- [AIM OF THE EXERCISE]
Reproduce each line from the records that holds "roads".

[Opening LISTED RECORDS section]

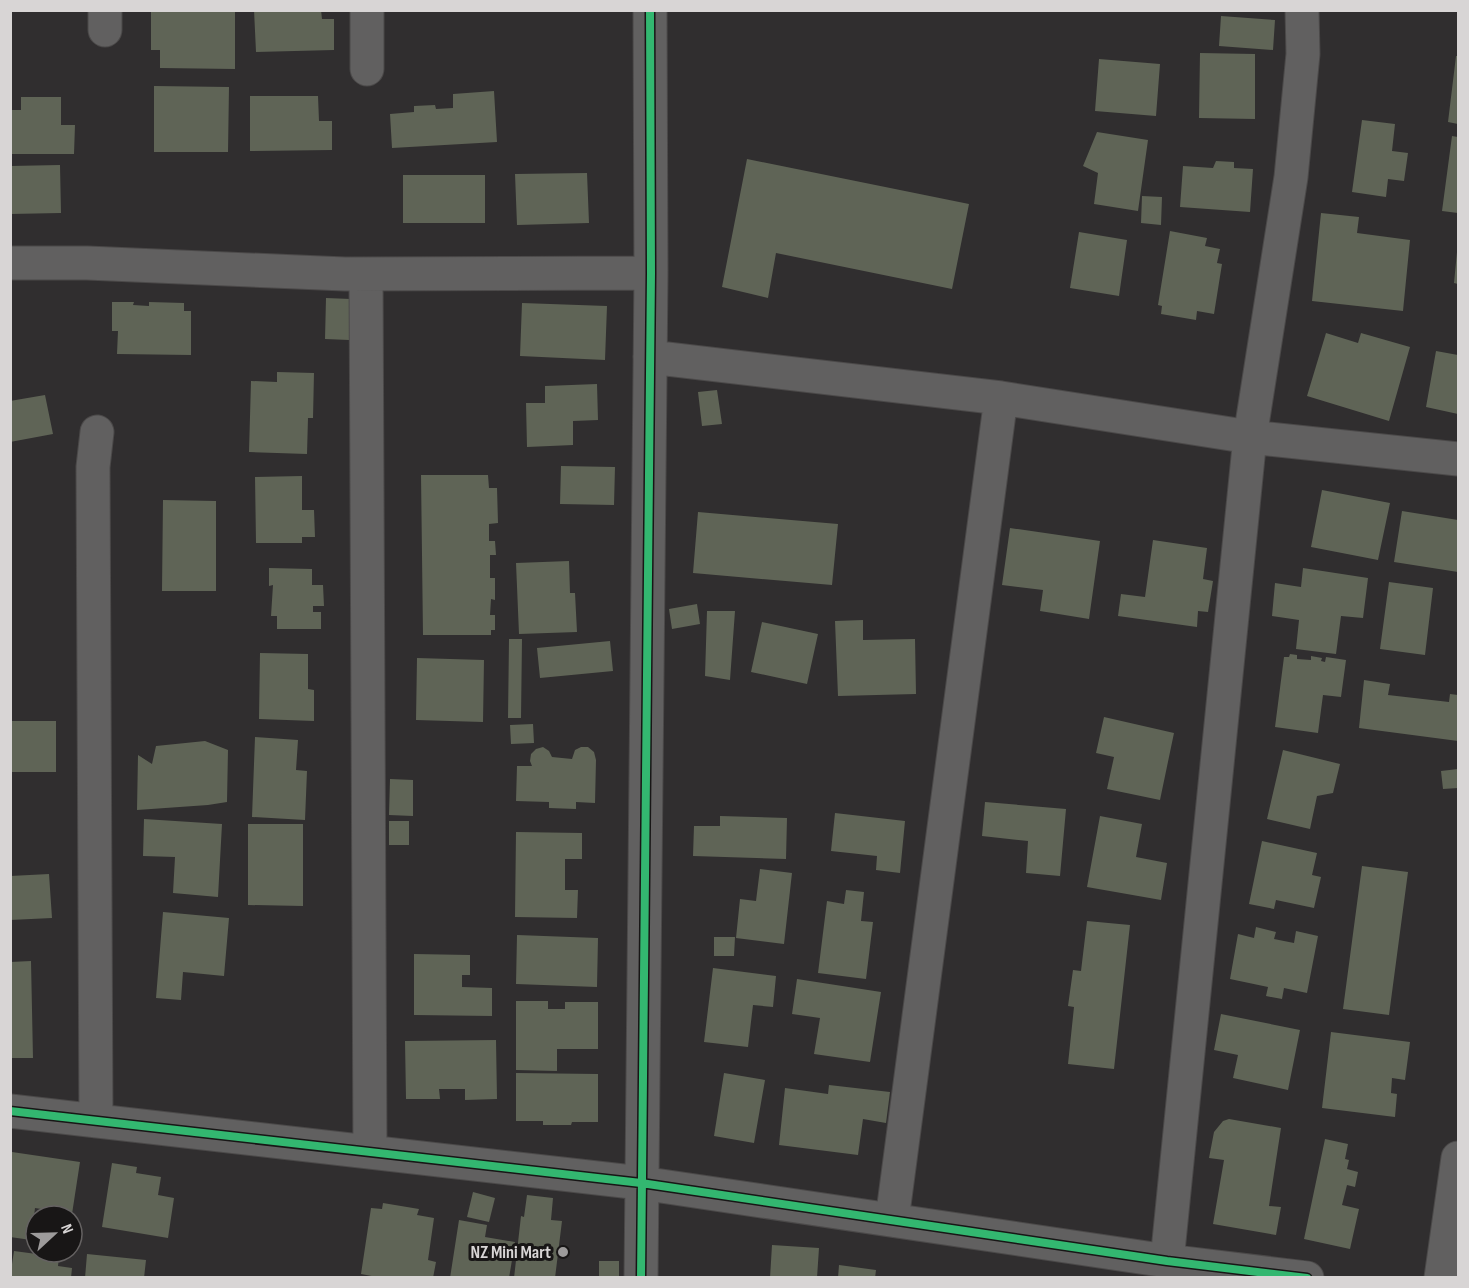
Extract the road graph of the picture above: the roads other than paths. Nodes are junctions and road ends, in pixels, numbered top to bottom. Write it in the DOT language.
graph roads {
  1 [pos="367,10"];
  2 [pos="650,10"];
  3 [pos="1302,10"];
  4 [pos="367,69"];
  5 [pos="10,263"];
  6 [pos="651,273"];
  7 [pos="366,274"];
  8 [pos="650,357"];
  9 [pos="1001,398"];
  10 [pos="97,432"];
  11 [pos="1251,436"];
  12 [pos="1458,459"];
  13 [pos="10,1111"];
  14 [pos="96,1121"];
  15 [pos="370,1152"];
  16 [pos="1458,1158"];
  17 [pos="641,1183"];
  18 [pos="892,1220"];
  19 [pos="1167,1261"];
  20 [pos="641,1278"];
  21 [pos="1307,1278"];
  22 [pos="1441,1278"];
  1 -- 4 [label="street"];
  2 -- 6 [label="street"];
  3 -- 11 [label="street"];
  5 -- 7 [label="street"];
  6 -- 7 [label="street"];
  6 -- 8 [label="street"];
  7 -- 15 [label="street"];
  8 -- 9 [label="street"];
  8 -- 17 [label="street"];
  9 -- 11 [label="street"];
  9 -- 18 [label="street"];
  10 -- 14 [label="street"];
  11 -- 12 [label="street"];
  11 -- 19 [label="street"];
  13 -- 14 [label="street"];
  14 -- 15 [label="street"];
  15 -- 17 [label="street"];
  16 -- 22 [label="street"];
  17 -- 18 [label="street"];
  17 -- 20 [label="street"];
  18 -- 19 [label="street"];
  19 -- 21 [label="street"];
}
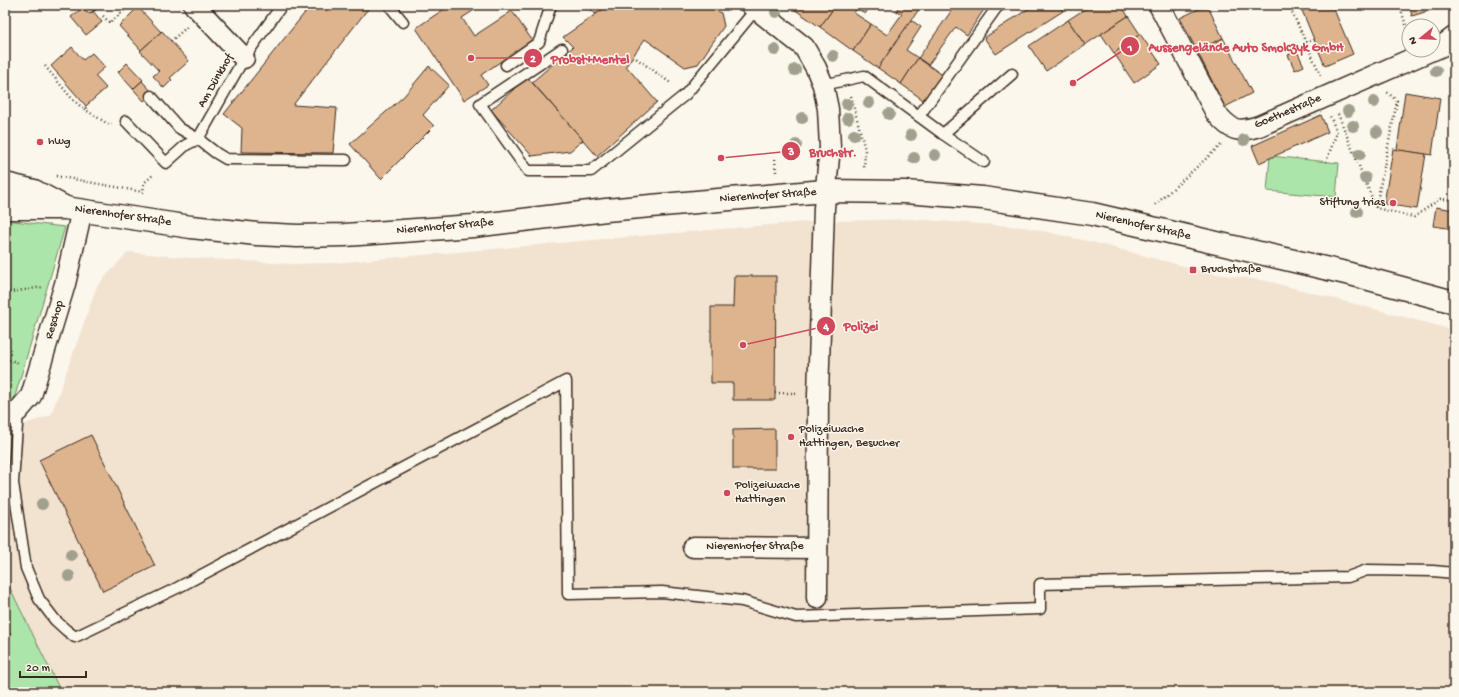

[Closing LISTED RECORDS section]

- [RESULT OF THIS TASK]
Extract the road graph of the picture above: the roads other than paths. Nodes are junctions and road ends, in pixels, numbered top to bottom. Write it in the DOT language.
graph roads {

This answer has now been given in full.